#### Input data

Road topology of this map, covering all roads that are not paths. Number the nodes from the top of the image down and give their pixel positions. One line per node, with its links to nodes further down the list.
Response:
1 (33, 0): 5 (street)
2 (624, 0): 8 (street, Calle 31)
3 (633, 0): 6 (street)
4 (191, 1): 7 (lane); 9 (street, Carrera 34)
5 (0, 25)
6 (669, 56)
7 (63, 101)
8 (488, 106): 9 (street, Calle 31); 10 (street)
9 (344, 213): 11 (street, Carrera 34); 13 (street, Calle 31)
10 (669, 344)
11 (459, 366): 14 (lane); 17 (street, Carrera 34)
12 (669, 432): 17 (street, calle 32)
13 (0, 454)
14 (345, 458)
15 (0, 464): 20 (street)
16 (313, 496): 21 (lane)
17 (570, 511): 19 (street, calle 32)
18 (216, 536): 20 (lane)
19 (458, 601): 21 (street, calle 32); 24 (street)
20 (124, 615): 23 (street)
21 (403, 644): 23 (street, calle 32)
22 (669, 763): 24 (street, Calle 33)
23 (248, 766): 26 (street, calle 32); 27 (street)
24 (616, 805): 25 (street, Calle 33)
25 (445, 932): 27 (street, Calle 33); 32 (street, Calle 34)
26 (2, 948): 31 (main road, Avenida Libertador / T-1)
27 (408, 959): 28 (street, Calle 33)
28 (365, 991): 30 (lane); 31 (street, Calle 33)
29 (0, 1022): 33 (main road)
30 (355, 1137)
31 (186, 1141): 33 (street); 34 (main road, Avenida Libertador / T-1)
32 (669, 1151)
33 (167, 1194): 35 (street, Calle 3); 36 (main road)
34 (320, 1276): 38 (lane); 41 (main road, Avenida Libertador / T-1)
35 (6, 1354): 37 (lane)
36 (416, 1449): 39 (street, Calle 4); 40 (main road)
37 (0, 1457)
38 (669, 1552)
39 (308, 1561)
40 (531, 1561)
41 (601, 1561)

########

### What you have to do
The material above needs to be reproduced exactly as written.

### Completed task
Road topology of this map, covering all roads that are not paths. Number the nodes from the top of the image down and give their pixel positions. One line per node, with its links to nodes further down the list.
Response:
1 (33, 0): 5 (street)
2 (624, 0): 8 (street, Calle 31)
3 (633, 0): 6 (street)
4 (191, 1): 7 (lane); 9 (street, Carrera 34)
5 (0, 25)
6 (669, 56)
7 (63, 101)
8 (488, 106): 9 (street, Calle 31); 10 (street)
9 (344, 213): 11 (street, Carrera 34); 13 (street, Calle 31)
10 (669, 344)
11 (459, 366): 14 (lane); 17 (street, Carrera 34)
12 (669, 432): 17 (street, calle 32)
13 (0, 454)
14 (345, 458)
15 (0, 464): 20 (street)
16 (313, 496): 21 (lane)
17 (570, 511): 19 (street, calle 32)
18 (216, 536): 20 (lane)
19 (458, 601): 21 (street, calle 32); 24 (street)
20 (124, 615): 23 (street)
21 (403, 644): 23 (street, calle 32)
22 (669, 763): 24 (street, Calle 33)
23 (248, 766): 26 (street, calle 32); 27 (street)
24 (616, 805): 25 (street, Calle 33)
25 (445, 932): 27 (street, Calle 33); 32 (street, Calle 34)
26 (2, 948): 31 (main road, Avenida Libertador / T-1)
27 (408, 959): 28 (street, Calle 33)
28 (365, 991): 30 (lane); 31 (street, Calle 33)
29 (0, 1022): 33 (main road)
30 (355, 1137)
31 (186, 1141): 33 (street); 34 (main road, Avenida Libertador / T-1)
32 (669, 1151)
33 (167, 1194): 35 (street, Calle 3); 36 (main road)
34 (320, 1276): 38 (lane); 41 (main road, Avenida Libertador / T-1)
35 (6, 1354): 37 (lane)
36 (416, 1449): 39 (street, Calle 4); 40 (main road)
37 (0, 1457)
38 (669, 1552)
39 (308, 1561)
40 (531, 1561)
41 (601, 1561)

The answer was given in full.